Editor’s Note: This piece, by John Carr, originally appeared at the National Motorists Association blog.
Wayne Crews recently posted an editorial on cost-benefit analysis and regulations. It’s worth a read.
In the 1970s the Carter administration prohibited speedometers from indicating speeds over 85 miles per hour. The idea was around before Carter, but his people implemented it.
Regulations require some justification. The justification was, people might not drive fast if they didn’t know how fast they were going. After some hand-waving and pulling numbers out of orifices it’s possible to fabricate a number of accidents and deaths per year prevented and call that the benefit of the regulation.
As part of Reagan’s regulatory reform the speedometer rule was scrapped. Rescinding a regulation requires some justification. The justification was that there was no real evidence that limiting indicated speed would reduce or had reduced driving speed.
An ineffective regulation is harmful because it imposes costs with no benefits.

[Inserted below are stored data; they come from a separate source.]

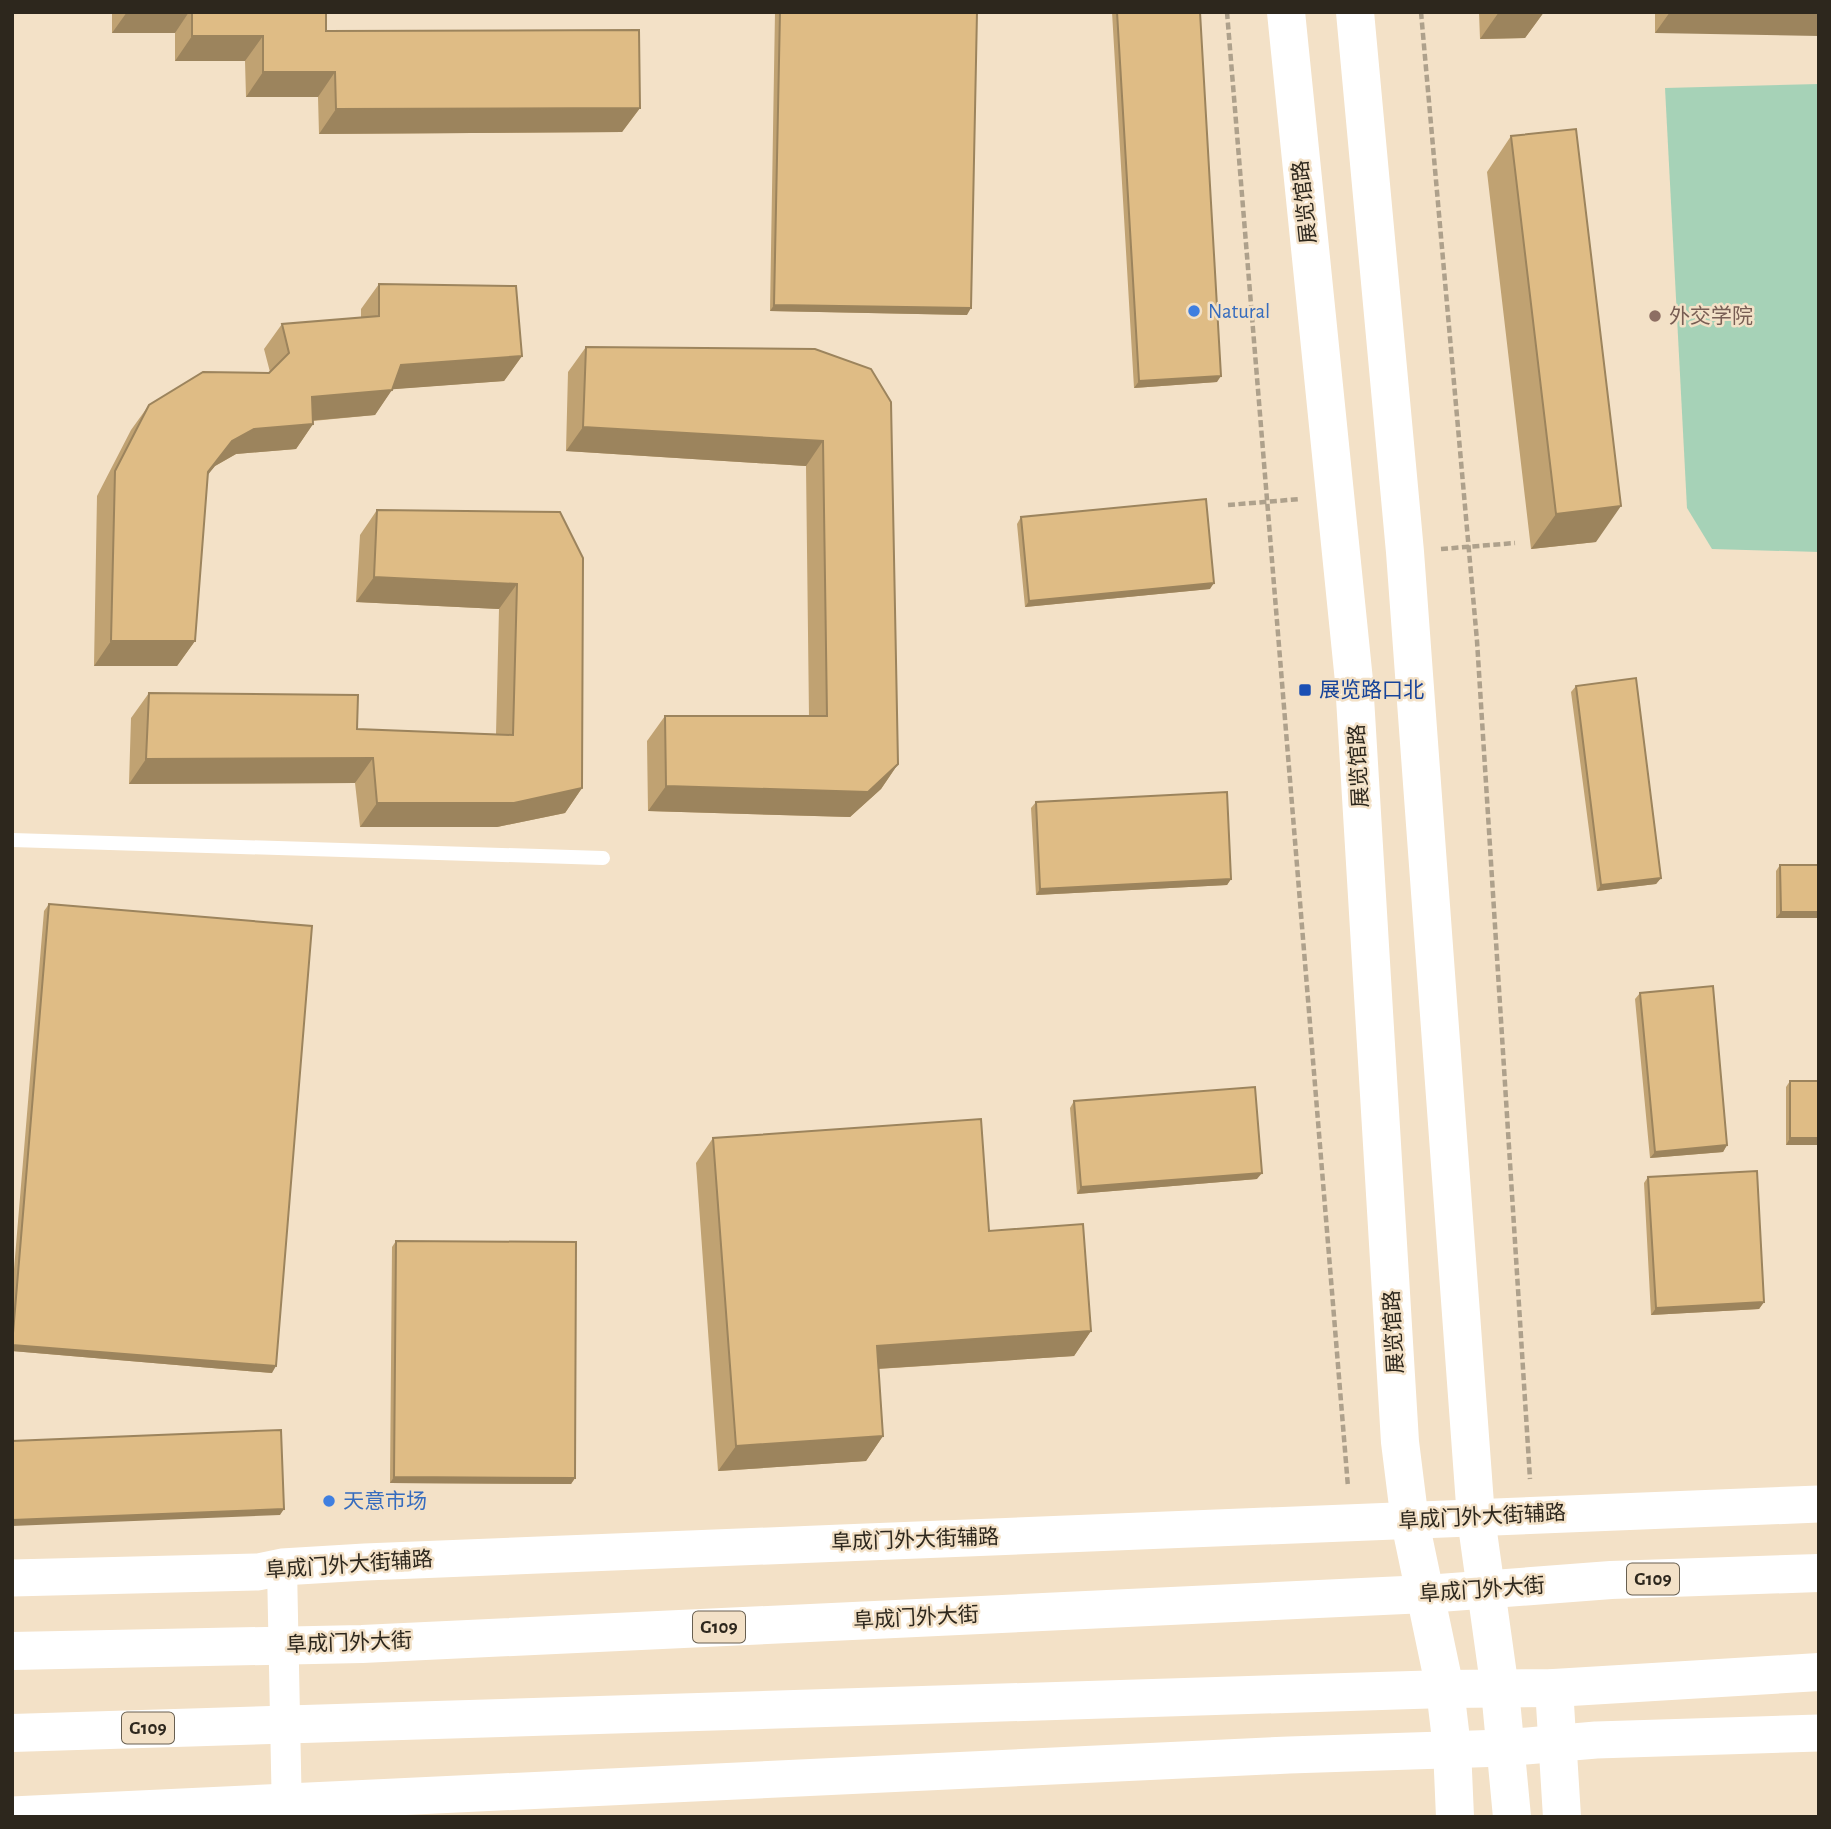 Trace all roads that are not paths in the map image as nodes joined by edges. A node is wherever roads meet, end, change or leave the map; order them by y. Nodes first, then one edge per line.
1 (1286, 12) edge
2 (1355, 12) edge
3 (12, 840) edge
4 (603, 858) dead end
5 (1819, 1504) edge
6 (1476, 1518) junction
7 (1410, 1522) junction
8 (282, 1567) junction
9 (1819, 1573) edge
10 (12, 1578) edge
11 (1487, 1589) junction
12 (1426, 1594) junction
13 (285, 1646) junction
14 (12, 1651) edge
15 (1819, 1672) edge
16 (1554, 1688) junction
17 (1445, 1689) junction
18 (1500, 1690) junction
19 (285, 1726) junction
20 (12, 1733) edge
21 (1819, 1733) edge
22 (1558, 1743) junction
23 (1452, 1748) junction
24 (1504, 1748) junction
25 (287, 1810) edge
26 (12, 1815) edge
27 (1455, 1817) edge
28 (1512, 1817) edge
29 (1562, 1817) edge

1 - 7 main road, 展览馆路
2 - 6 main road
3 - 4 lane
5 - 6 street, 阜成门外大街辅路
6 - 7 street, 阜成门外大街辅路
6 - 11 main road
7 - 8 street, 阜成门外大街辅路
7 - 12 main road, 展览馆路
8 - 10 street, 阜成门外大街辅路
8 - 13 street
9 - 11 main road, 阜成门外大街 / G109
11 - 12 main road, 阜成门外大街 / G109
11 - 18 main road
12 - 13 main road, 阜成门外大街 / G109
12 - 17 main road, 展览馆路
13 - 14 main road, 阜成门外大街 / G109
13 - 19 street
15 - 16 main road
16 - 18 main road
16 - 22 main road
17 - 18 main road
17 - 19 main road, G109
17 - 23 main road, 展览馆路
18 - 24 main road
19 - 20 main road, G109
19 - 25 street
21 - 22 street
22 - 24 street
22 - 29 main road
23 - 24 street
23 - 25 street
23 - 27 main road, 展览馆路
24 - 28 main road
25 - 26 street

Under the laws governing agency rulemaking, both Carter and Reagan were right. NHTSA, the agency responsible for car safety rules, does not have to prove its case beyond a reasonable doubt. It must show that there is some reason to believe a regulation would be good.
It was not impossible that the speedometer rule might have an effect, and it was also not impossible that it would not. When in doubt, do you regulate or leave the market alone? The greatest power of the presidency in domestic policy is the ability to tip the balance of bureaucratic decision-making.

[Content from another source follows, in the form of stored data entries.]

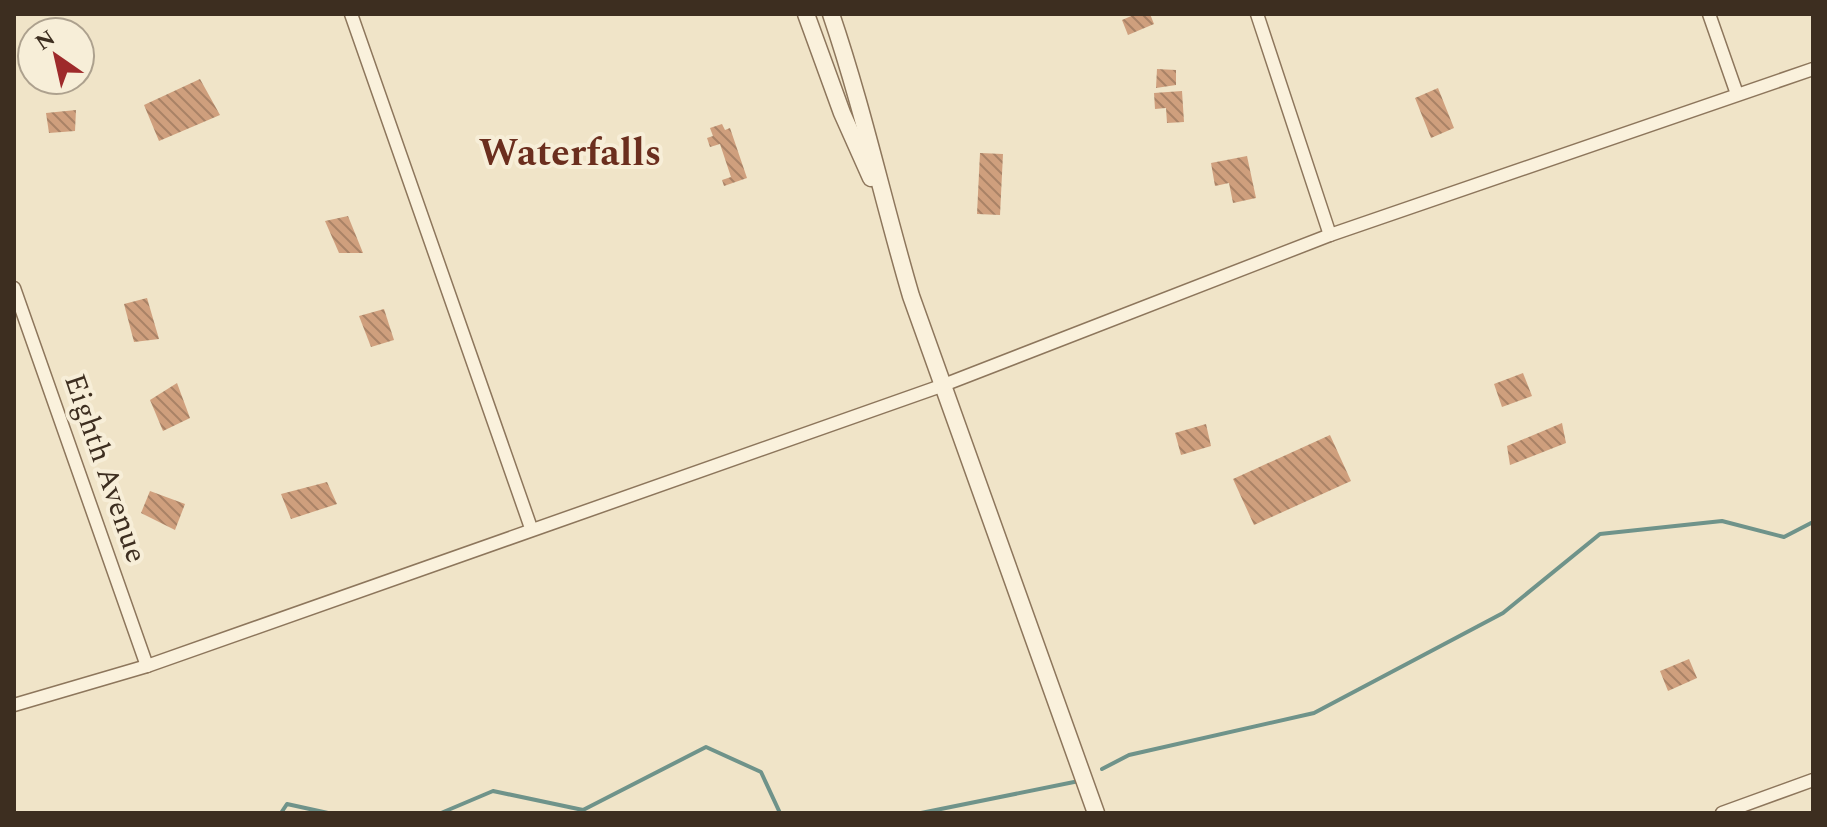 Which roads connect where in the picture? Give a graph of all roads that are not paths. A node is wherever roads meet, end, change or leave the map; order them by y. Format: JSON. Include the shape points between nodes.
{"nodes":[{"id":1,"x":351,"y":14,"type":"edge"},
{"id":2,"x":806,"y":14,"type":"edge"},
{"id":3,"x":831,"y":14,"type":"edge"},
{"id":4,"x":1257,"y":14,"type":"edge"},
{"id":5,"x":1709,"y":14,"type":"edge"},
{"id":6,"x":1813,"y":69,"type":"edge"},
{"id":7,"x":1737,"y":94,"type":"junction"},
{"id":8,"x":886,"y":212,"type":"junction"},
{"id":9,"x":1330,"y":235,"type":"junction"},
{"id":10,"x":14,"y":288,"type":"edge"},
{"id":11,"x":941,"y":386,"type":"junction"},
{"id":12,"x":531,"y":528,"type":"junction"},
{"id":13,"x":147,"y":666,"type":"junction"},
{"id":14,"x":14,"y":705,"type":"edge"},
{"id":15,"x":1813,"y":780,"type":"edge"},
{"id":16,"x":1096,"y":813,"type":"edge"},
{"id":17,"x":1722,"y":813,"type":"edge"}],
"edges":[{"from":1,"to":12,"type":"street"},
{"from":2,"to":8,"type":"street"},
{"from":3,"to":8,"type":"street","via":[[862,107]]},
{"from":4,"to":9,"type":"street"},
{"from":5,"to":7,"type":"street"},
{"from":6,"to":7,"type":"street"},
{"from":7,"to":9,"type":"street"},
{"from":8,"to":11,"type":"street"},
{"from":9,"to":11,"type":"street"},
{"from":10,"to":13,"type":"street","name":"Eighth Avenue"},
{"from":11,"to":12,"type":"street"},
{"from":11,"to":16,"type":"street"},
{"from":12,"to":13,"type":"street"},
{"from":13,"to":14,"type":"street"},
{"from":15,"to":17,"type":"street"}]}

Personally, I think the rule was silly. I don’t exceed 85 for the thrill of watching the needle land on 90. I don’t believe my car will explode or crash because I ran out of numbers. Anecdotal evidence suggests the limit was mostly an excuse for drivers to honestly tell cops they didn’t know how fast they were going.

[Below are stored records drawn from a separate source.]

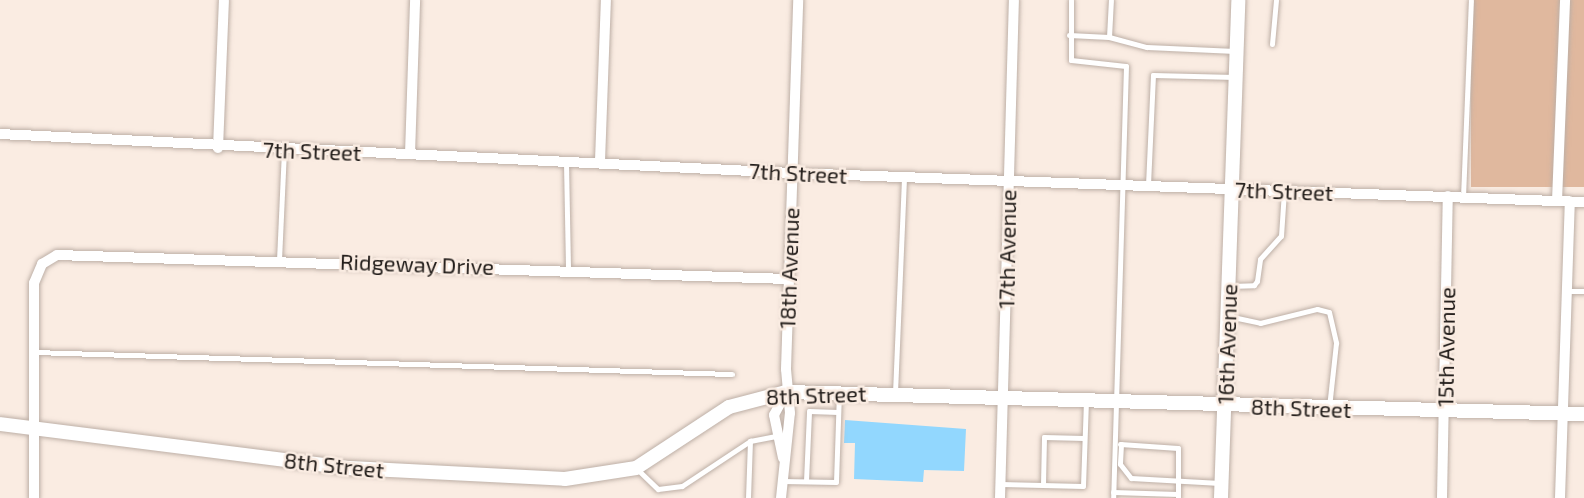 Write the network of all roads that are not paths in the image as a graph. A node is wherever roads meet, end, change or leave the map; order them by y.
1 (224, 0) edge
2 (415, 0) edge
3 (606, 0) edge
4 (798, 0) edge
5 (1014, 0) edge
6 (1071, 0) edge
7 (1111, 0) edge
8 (1238, 0) edge
9 (1276, 0) edge
10 (1471, 0) edge
11 (1565, 0) edge
12 (1069, 35) junction
13 (1109, 37) junction
14 (1272, 44) dead end
15 (1237, 51) junction
16 (1236, 78) junction
17 (0, 134) edge
18 (218, 148) junction
19 (284, 150) junction
20 (410, 154) junction
21 (566, 159) junction
22 (600, 161) junction
23 (792, 173) junction
24 (904, 177) junction
25 (1008, 182) junction
26 (1123, 185) junction
27 (1148, 186) junction
28 (1234, 189) junction
29 (1284, 191) junction
30 (1448, 196) junction
31 (1463, 197) junction
32 (1557, 201) junction
33 (1570, 201) junction
34 (1584, 202) edge
35 (279, 260) junction
36 (568, 269) junction
37 (788, 279) junction
38 (1230, 286) junction
39 (1567, 291) junction
40 (1584, 291) edge
41 (1228, 316) junction
42 (34, 352) junction
43 (732, 374) dead end
44 (839, 391) junction
45 (786, 392) junction
46 (895, 393) junction
47 (1003, 395) junction
48 (1086, 398) junction
49 (1115, 400) junction
50 (1225, 405) junction
51 (1329, 409) junction
52 (838, 412) junction
53 (1445, 413) junction
54 (1584, 414) edge
55 (1563, 415) junction
56 (0, 424) edge
57 (34, 428) junction
58 (775, 436) junction
59 (1084, 438) junction
60 (750, 441) junction
61 (1114, 443) junction
62 (1121, 444) junction
63 (783, 458) junction
64 (636, 468) junction
65 (782, 481) junction
66 (806, 481) junction
67 (1179, 481) junction
68 (1222, 483) junction
69 (1001, 484) junction
70 (1043, 485) junction
71 (1113, 495) edge
72 (1178, 496) edge
73 (33, 498) edge
74 (748, 498) edge
75 (782, 498) edge
76 (1000, 498) edge
77 (1221, 498) edge
78 (1442, 498) edge
79 (1560, 498) edge

1 - 18 street
2 - 20 street
3 - 22 street
4 - 23 street, 18th Avenue
5 - 25 street, 17th Avenue
6 - 12 lane
7 - 13 lane
8 - 15 main road, 16th Avenue
9 - 14 lane
10 - 31 lane
11 - 32 street
12 - 13 lane
12 - 26 lane
13 - 15 lane
15 - 16 main road, 16th Avenue
16 - 27 lane
16 - 28 main road, 16th Avenue
17 - 18 street, 7th Street
18 - 19 street, 7th Street
19 - 20 street, 7th Street
19 - 35 lane
20 - 21 street, 7th Street
21 - 22 street, 7th Street
21 - 36 lane
22 - 23 street, 7th Street
23 - 24 street, 7th Street
23 - 37 street, 18th Avenue
24 - 25 street, 7th Street
24 - 46 lane
25 - 26 street, 7th Street
25 - 47 street, 17th Avenue
26 - 27 street, 7th Street
26 - 49 lane
27 - 28 street, 7th Street
28 - 29 street, 7th Street
28 - 38 main road, 16th Avenue
29 - 30 street, 7th Street
29 - 38 lane
30 - 31 street, 7th Street
30 - 53 street, 15th Avenue
31 - 32 street, 7th Street
32 - 33 street, 7th Street
33 - 34 street, 7th Street
33 - 39 street
35 - 36 street, Ridgeway Drive
35 - 42 street, Ridgeway Drive
36 - 37 street, Ridgeway Drive
37 - 45 street, 18th Avenue
38 - 41 main road, 16th Avenue
39 - 40 lane
39 - 55 street
41 - 50 main road, 16th Avenue
41 - 51 lane
42 - 43 lane
42 - 57 street
44 - 45 main road, 8th Street
44 - 46 main road, 8th Street
44 - 52 lane
45 - 58 street, 18th Avenue
45 - 63 street, 18th Avenue
45 - 64 main road, 8th Street
46 - 47 main road, 8th Street
47 - 48 main road, 8th Street
47 - 69 street, 17th Avenue
48 - 49 main road, 8th Street
48 - 59 lane
49 - 50 main road, 8th Street
49 - 61 lane
50 - 51 main road, 8th Street
50 - 68 main road, 16th Avenue
51 - 53 main road, 8th Street
52 - 66 lane
52 - 66 lane
53 - 55 main road, 8th Street
53 - 78 street, 15th Avenue
54 - 55 main road, 8th Street
55 - 79 street
56 - 57 main road, 8th Street
57 - 64 main road, 8th Street
57 - 73 street
58 - 60 lane
58 - 63 street, 18th Avenue
59 - 70 lane
59 - 70 lane
60 - 64 lane
60 - 74 lane
61 - 62 lane
61 - 71 lane
62 - 67 lane
62 - 67 lane
63 - 65 street, 18th Avenue
65 - 66 lane
65 - 75 street, 18th Avenue
67 - 68 lane
67 - 72 lane
68 - 77 main road, 16th Avenue
69 - 70 lane
69 - 76 street, 17th Avenue
71 - 72 lane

An agency left to review itself will conclude it is doing a good job. In more recent years NHTSA has gone on to make up numbers on speed, alcohol, seat belts, and airbags.
To create an appearance of serious thought it pays for outside reports and quietly makes sure those reports justify the government agenda. The Parker report on speed limits was initially suppressed by NHTSA because it did not support low speed limits.
Where the costs and benefits are easily calculable and and comparable, it may be sufficient to have a separate agency audit the numbers. When the costs or benefits are hard to determine, the decision is a political question and the agency’s role should be limited to making recommendations.